In a poignant moment, Candy looks out at the beautiful view from a child’s bedroom in a wealthy family’s apartment and reflects that her living space does not even have a window. Her small daughter Chu eventually draws a picture of one they stick on the wall behind makeshift curtains making do with only the illusion of the light and air they have so far been denied because of their poverty. The world around them seems to be shrinking with businesses across the city closing their doors for good while those with the means to do so are choosing to go abroad for obvious political reasons hoping to start again somewhere else. Chak can only do his best to ride the waves and when even that isn’t possible to keep looking forward even if it means settling for what the moment allows while trying not to let it make him cynical or resentful. The world’s messed up but you don’t have to be, he tries to tell Candy, reminding her that children are sponges and that the lessons she’s teaching her daughter might not serve her well in adulthood. “You’ll hate me when you’re grown up” Candy concedes on doing another midnight flight to another “temporary” situation albeit one which does at least come with a window.

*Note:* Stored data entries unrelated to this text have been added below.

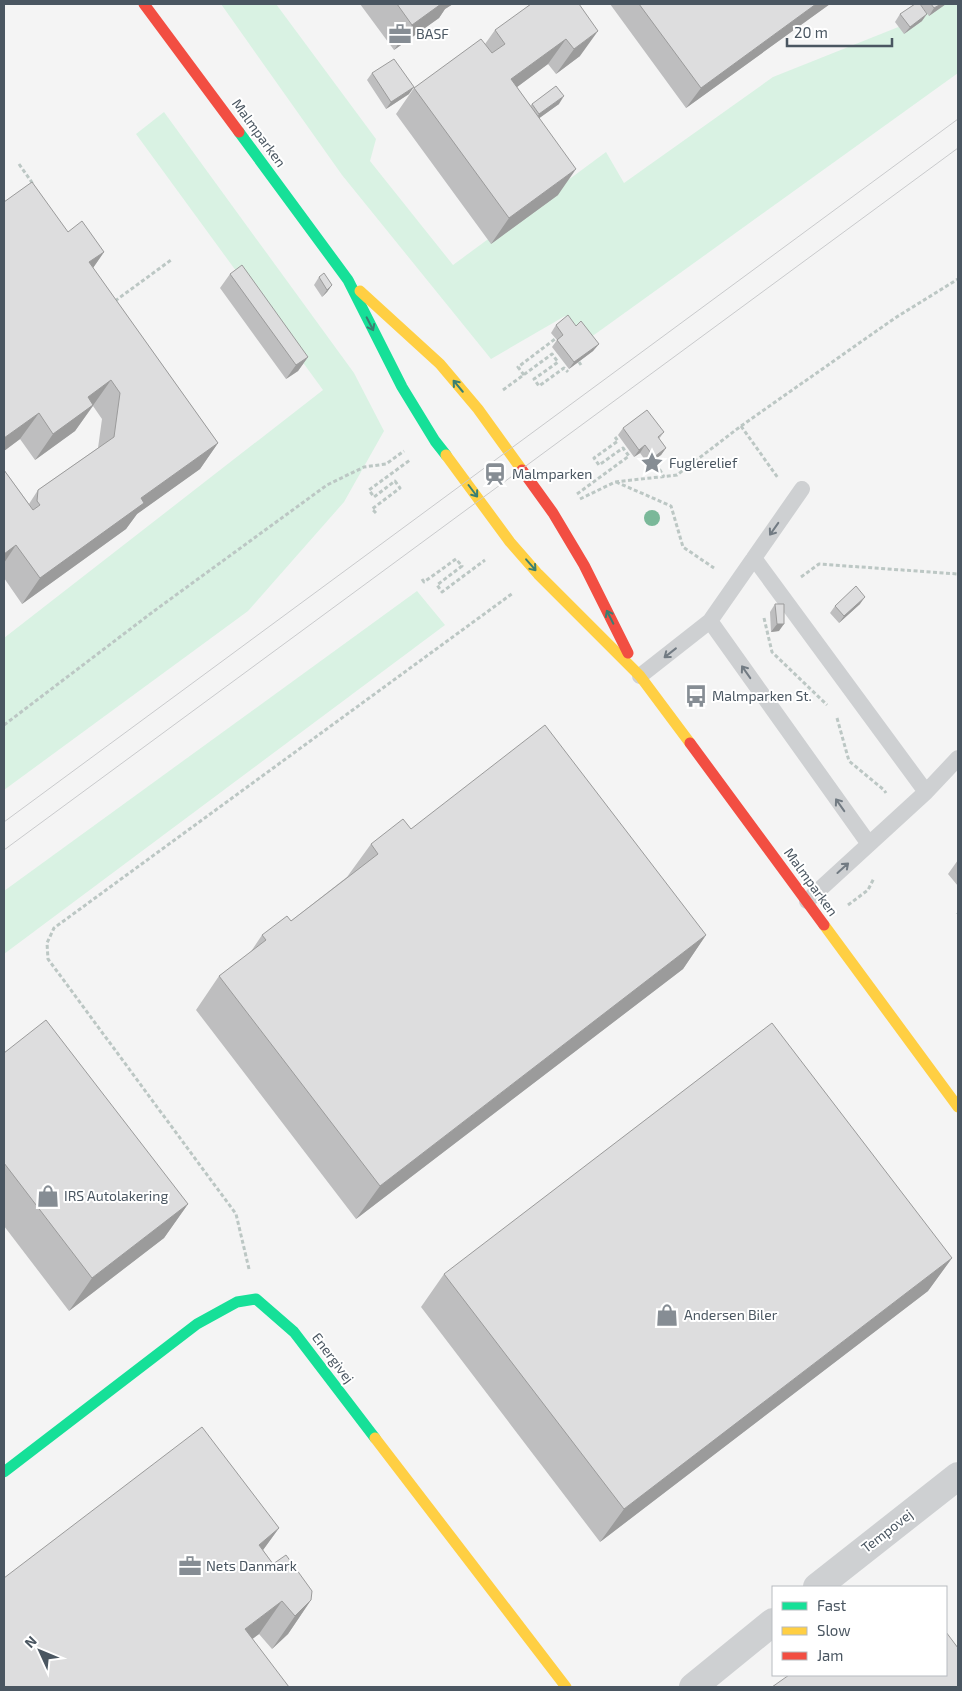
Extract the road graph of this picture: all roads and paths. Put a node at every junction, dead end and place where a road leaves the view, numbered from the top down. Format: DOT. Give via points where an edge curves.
graph roads {
  1 [pos="144,4"];
  2 [pos="19,164"];
  3 [pos="35,187"];
  4 [pos="171,260"];
  5 [pos="958,279"];
  6 [pos="348,280"];
  7 [pos="110,294"];
  8 [pos="114,301"];
  9 [pos="120,309"];
  10 [pos="555,339"];
  11 [pos="568,372"];
  12 [pos="740,426"];
  13 [pos="429,432"];
  14 [pos="615,437"];
  15 [pos="652,457"];
  16 [pos="394,472"];
  17 [pos="606,473"];
  18 [pos="664,477"];
  19 [pos="615,482"];
  20 [pos="802,489"];
  21 [pos="553,512"];
  22 [pos="376,514"];
  23 [pos="754,558"];
  24 [pos="958,574"];
  25 [pos="461,578"];
  26 [pos="422,579"];
  27 [pos="737,583"];
  28 [pos="780,594"];
  29 [pos="509,595"];
  30 [pos="710,621"];
  31 [pos="640,676"];
  32 [pos="829,708"];
  33 [pos="836,714"];
  34 [pos="4,725"];
  35 [pos="958,758"];
  36 [pos="926,792"];
  37 [pos="897,819"];
  38 [pos="868,844"];
  39 [pos="807,901"];
  40 [pos="958,1107"];
  41 [pos="256,1299"];
  42 [pos="4,1472"];
  43 [pos="958,1476"];
  44 [pos="818,1586"];
  45 [pos="772,1623"];
  46 [pos="566,1687"];
  47 [pos="692,1687"];
  1 -- 6 [label="street, Malmparken"];
  2 -- 3 [label="path"];
  4 -- 8 [label="path"];
  5 -- 12 [label="path" via="895,318"];
  6 -- 13 [label="street, Malmparken, one-way" via="402,387"];
  21 -- 6 [label="street, Malmparken, one-way" via="478,409 440,364"];
  7 -- 8 [label="path"];
  8 -- 9 [label="path"];
  10 -- 11 [label="path" via="518,367 526,373 552,354 558,362 534,379 539,386 564,368"];
  12 -- 18 [label="path" via="677,476"];
  12 -- 20 [label="path" via="784,486"];
  13 -- 31 [label="street, Malmparken, one-way" via="510,542"];
  13 -- 34 [label="path" via="386,464 364,467 327,484"];
  14 -- 17 [label="path" via="618,440 594,458 599,465 623,448 629,456"];
  15 -- 18 [label="path"];
  16 -- 22 [label="path" via="369,490 374,497 395,481 400,488 372,509"];
  18 -- 19 [label="path"];
  19 -- 21 [label="path"];
  19 -- 27 [label="path" via="671,506 683,548"];
  20 -- 23 [label="lane, one-way"];
  31 -- 21 [label="street, Malmparken, one-way" via="584,565"];
  23 -- 27 [label="lane"];
  23 -- 28 [label="lane"];
  24 -- 28 [label="path" via="819,564"];
  25 -- 26 [label="path" via="442,592 437,585 462,566 456,559 424,582"];
  27 -- 30 [label="lane"];
  28 -- 32 [label="path" via="759,600 772,652"];
  28 -- 36 [label="lane"];
  29 -- 41 [label="path" via="54,928 47,943 48,959 236,1214"];
  30 -- 31 [label="lane, one-way"];
  38 -- 30 [label="lane, one-way"];
  31 -- 39 [label="street, Malmparken"];
  33 -- 37 [label="path" via="849,761 884,790"];
  35 -- 36 [label="lane"];
  36 -- 37 [label="lane"];
  37 -- 38 [label="lane"];
  39 -- 38 [label="lane, one-way"];
  39 -- 40 [label="street, Malmparken"];
  41 -- 42 [label="street" via="237,1302 197,1324"];
  41 -- 46 [label="street, Energivej" via="294,1332"];
  43 -- 44 [label="street, Tempovej"];
  45 -- 47 [label="street"];
}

Still as Chak says, they might be smaller than dust but if God doesn’t see them it doesn’t matter as long as they see each other echoing the film’s central message of togetherness and solidarity not just amid the difficult background of the pandemic but as a philosophy for life. Lam’s unshowy yet poetic and beautifully lensed photography captures the sense of shrinking isolation in the early days of COVID-19 while subtly contrasting the fortunes of those like Chak and Candy living in tiny airless spaces who are forced to risk their lives with those who their labour protects. “Are poor people sentenced to death?” Candy asks and forces a concession that perhaps they are by the vagaries of an unfeeling, increasingly capitalistic society. 


The Narrow Road screens in Chicago on Oct. 29 as part of the 15th season of Asian Pop-Up Cinema.